Formula One racer Narain Karthikeyan chats about his busy schedule, future plans, and yes, his attraction for that precious metal platinum
When Narain Karthikeyan tells us that platinum to him is for regular use, we half expect him to pull out a few hefty chains and show off his fingers full of chunky rings a la American rapper 50 Cent. But, he smiles instead and says, “That’s because the exhaust system in my racing car is made of platinum.”
Just back from the AutoGP World Series in Budapest, where he finished fourth, Karthikeyan did seem a tad jetlagged, but that’s something he is used to given his constant travel schedule. End of this month, he heads to the U.K. followed by trips to Germany, Italy, Holland and the Czech Republic. “The schedule is tight,” he says, adding, “I get to de-stress when I go home to Coimbatore. I also like going to Coonoor to chill out.”

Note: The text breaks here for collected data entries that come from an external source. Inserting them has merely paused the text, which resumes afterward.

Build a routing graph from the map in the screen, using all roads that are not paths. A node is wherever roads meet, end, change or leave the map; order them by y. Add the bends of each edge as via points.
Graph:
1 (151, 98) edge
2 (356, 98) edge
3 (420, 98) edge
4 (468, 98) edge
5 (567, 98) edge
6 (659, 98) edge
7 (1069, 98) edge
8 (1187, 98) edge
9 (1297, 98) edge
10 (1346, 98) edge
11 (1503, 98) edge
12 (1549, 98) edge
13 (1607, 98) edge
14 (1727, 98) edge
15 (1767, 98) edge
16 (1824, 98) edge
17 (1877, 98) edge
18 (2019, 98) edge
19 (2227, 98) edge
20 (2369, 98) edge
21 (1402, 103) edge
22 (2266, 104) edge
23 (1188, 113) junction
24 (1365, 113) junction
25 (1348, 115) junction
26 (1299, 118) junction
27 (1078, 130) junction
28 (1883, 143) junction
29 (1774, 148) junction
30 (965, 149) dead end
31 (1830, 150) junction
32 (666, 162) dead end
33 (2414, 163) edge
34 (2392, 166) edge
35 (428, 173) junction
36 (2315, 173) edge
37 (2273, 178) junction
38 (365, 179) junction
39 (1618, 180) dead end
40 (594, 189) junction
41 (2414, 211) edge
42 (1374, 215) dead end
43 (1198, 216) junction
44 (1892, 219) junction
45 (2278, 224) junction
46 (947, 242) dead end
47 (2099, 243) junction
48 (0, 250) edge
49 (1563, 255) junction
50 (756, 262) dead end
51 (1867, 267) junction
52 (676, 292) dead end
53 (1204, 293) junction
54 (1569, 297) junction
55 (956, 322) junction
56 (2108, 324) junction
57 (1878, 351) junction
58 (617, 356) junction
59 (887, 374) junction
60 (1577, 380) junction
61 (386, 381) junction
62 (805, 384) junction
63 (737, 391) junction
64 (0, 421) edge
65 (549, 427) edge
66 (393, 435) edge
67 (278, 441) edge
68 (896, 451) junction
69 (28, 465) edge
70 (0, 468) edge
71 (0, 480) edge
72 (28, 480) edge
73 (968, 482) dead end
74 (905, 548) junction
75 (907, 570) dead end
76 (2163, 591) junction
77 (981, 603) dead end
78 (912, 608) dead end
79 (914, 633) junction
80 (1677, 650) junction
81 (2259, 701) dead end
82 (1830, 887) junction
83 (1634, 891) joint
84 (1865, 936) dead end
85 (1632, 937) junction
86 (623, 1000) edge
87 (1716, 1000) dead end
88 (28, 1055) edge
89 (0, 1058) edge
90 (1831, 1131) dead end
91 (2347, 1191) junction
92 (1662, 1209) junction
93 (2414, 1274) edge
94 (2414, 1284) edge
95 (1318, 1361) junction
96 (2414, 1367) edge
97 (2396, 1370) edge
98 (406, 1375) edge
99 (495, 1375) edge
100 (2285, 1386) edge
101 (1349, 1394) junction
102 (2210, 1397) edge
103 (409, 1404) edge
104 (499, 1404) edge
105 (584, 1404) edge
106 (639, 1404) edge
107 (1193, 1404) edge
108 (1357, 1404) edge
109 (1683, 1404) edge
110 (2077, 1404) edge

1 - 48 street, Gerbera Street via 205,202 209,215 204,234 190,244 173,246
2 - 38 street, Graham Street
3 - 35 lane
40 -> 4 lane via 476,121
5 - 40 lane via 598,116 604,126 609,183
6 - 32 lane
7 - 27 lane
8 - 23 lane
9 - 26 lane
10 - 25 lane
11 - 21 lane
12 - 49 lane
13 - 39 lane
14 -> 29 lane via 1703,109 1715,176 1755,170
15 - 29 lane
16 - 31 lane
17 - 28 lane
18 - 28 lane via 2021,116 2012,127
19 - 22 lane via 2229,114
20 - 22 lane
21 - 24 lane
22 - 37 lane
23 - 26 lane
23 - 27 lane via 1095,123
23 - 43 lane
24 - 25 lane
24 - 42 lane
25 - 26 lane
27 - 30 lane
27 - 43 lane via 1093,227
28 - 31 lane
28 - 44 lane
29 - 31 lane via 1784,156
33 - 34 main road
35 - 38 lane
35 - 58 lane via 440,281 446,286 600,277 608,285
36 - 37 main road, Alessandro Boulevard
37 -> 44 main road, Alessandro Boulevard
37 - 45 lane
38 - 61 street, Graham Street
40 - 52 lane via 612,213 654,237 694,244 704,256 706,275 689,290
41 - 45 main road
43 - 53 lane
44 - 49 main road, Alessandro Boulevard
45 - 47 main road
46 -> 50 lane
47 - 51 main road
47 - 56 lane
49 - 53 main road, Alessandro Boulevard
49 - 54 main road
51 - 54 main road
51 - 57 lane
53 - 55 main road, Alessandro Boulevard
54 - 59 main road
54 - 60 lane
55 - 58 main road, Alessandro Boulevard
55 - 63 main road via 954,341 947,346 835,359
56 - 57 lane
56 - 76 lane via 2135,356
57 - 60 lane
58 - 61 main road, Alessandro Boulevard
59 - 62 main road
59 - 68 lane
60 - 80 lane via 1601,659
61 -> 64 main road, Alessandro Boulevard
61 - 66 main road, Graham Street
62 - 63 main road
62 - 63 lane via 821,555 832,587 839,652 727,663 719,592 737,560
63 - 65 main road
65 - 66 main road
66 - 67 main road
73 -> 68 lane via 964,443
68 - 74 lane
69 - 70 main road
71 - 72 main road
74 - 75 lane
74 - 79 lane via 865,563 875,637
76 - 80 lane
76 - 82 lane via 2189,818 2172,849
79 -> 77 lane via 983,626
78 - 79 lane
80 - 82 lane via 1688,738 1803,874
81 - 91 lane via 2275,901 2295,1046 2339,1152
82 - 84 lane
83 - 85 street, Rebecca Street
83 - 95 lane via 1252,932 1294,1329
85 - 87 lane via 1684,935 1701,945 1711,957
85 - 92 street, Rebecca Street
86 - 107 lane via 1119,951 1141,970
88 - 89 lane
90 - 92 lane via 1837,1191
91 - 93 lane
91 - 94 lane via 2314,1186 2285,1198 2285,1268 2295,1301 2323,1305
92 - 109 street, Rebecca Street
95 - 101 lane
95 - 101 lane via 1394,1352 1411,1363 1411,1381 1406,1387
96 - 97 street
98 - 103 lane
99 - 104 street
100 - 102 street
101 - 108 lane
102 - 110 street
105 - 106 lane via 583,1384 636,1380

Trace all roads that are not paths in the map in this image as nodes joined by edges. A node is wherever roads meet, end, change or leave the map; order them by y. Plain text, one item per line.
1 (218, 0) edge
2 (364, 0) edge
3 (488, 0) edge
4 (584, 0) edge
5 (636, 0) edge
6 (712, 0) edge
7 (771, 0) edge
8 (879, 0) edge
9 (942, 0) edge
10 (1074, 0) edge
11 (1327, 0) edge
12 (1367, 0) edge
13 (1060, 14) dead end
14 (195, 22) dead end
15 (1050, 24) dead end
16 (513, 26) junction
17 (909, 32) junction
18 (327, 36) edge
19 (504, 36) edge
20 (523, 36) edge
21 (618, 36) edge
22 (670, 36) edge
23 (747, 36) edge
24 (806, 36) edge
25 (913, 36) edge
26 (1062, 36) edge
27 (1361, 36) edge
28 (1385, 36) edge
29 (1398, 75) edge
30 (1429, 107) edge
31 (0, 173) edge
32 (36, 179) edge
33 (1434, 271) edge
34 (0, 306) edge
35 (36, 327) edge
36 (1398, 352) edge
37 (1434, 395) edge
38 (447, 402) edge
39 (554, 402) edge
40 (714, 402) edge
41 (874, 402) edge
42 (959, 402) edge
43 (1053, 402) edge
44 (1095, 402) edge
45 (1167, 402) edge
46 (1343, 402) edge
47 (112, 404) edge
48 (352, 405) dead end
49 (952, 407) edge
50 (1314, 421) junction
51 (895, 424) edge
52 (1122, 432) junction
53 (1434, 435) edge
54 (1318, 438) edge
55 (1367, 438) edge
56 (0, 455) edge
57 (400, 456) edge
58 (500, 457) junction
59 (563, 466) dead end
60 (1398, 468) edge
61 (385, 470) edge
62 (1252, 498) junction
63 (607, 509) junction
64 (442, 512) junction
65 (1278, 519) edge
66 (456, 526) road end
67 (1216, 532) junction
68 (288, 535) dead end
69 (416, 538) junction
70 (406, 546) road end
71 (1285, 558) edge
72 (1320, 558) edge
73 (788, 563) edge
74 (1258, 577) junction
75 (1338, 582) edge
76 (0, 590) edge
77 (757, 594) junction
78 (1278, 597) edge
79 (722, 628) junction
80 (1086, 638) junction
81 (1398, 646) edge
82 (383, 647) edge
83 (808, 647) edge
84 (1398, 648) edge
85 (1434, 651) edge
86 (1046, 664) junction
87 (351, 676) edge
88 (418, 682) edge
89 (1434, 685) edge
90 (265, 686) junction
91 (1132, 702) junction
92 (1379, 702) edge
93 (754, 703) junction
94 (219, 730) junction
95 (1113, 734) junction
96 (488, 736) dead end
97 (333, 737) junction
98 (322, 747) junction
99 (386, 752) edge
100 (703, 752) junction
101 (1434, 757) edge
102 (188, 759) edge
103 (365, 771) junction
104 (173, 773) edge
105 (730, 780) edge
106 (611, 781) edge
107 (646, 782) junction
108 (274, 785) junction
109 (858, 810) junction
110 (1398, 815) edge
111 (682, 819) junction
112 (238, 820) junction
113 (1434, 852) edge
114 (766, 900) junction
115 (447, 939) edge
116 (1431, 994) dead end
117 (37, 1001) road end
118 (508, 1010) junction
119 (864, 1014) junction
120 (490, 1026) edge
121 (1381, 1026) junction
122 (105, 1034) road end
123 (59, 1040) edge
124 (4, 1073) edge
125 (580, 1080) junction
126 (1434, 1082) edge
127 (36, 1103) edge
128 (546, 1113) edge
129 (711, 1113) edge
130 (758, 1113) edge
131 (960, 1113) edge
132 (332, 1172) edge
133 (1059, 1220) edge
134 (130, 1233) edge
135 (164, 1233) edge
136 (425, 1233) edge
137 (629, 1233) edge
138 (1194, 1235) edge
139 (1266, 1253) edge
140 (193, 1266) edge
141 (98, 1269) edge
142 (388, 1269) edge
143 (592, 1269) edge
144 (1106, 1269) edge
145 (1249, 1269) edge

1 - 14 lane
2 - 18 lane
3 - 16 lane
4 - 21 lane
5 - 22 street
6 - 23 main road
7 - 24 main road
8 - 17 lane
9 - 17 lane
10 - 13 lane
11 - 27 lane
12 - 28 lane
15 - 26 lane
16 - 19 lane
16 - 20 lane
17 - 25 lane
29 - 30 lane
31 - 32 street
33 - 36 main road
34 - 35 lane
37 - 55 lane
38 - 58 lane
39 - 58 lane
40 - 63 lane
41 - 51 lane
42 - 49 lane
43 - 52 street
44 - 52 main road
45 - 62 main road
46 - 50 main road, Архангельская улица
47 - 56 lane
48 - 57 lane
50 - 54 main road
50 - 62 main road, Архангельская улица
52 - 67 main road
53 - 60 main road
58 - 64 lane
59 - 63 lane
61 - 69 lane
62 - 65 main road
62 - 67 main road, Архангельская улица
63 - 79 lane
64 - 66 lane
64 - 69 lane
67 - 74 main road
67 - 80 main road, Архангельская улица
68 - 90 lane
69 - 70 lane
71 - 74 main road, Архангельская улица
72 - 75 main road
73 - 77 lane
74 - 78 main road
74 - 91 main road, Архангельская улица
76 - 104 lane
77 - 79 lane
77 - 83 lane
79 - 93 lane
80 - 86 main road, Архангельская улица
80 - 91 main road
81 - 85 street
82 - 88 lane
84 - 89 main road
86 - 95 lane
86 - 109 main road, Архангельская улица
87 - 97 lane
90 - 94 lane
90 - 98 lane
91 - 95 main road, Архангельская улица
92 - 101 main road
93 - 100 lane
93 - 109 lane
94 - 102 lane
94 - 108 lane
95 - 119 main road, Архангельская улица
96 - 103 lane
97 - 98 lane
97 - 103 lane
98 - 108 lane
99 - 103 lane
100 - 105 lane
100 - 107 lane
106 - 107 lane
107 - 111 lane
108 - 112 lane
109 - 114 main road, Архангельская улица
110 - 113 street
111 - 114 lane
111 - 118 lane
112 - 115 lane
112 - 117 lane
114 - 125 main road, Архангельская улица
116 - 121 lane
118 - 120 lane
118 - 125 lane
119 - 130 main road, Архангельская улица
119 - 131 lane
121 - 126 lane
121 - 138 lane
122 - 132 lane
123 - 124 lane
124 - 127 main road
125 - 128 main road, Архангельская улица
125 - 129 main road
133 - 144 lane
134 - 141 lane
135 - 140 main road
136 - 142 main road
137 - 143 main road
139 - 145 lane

India’s first Formula One racer, he made a career out of racing when the country wasn’t really exposed to motorsport. “Yes. It was a challenge for me because people kept saying ‘you can’t do it’, I had to prove myself. My father was also into rallying,” he says. Karthikeyan, who trained in France before he started his career in 2005, is happy that quite a few youngsters are taking to racing. “The racing scenario is changing here. There are a lot more facilities now for training. I am planning a circuit with MRF,” he says.
The Indian Grand Prix that’s held at the Buddh International Circuit, Greater NOIDA, amid much fanfare and studded with celebrity appearances, is an example of how motorsport is slowly gaining a foothold here. “I had to pinch myself that it was actually happening in India. I was part of it for the last two years and it was exciting. I love it because of the kind of support I get here.”
The sport is gaining popularity in India, sure, but why don’t we see women racers? “There are quite a few abroad. Danica Patrick from the U.S. is doing well. As for our country, I guess, it’s our society that’s different. Women hesitate to venture outdoors fearing they will get sunburnt or tanned. Also it’s a risky sport and there are chances of fractures, dislocations and scars….”
The racer was in the city to launch a collection of platinum jewellery at Joyalukkas. And is he into jewellery? “I am married, so, yes,” he laughs and adds, “As for me, I don’t wear bling,but I think white metal suits me.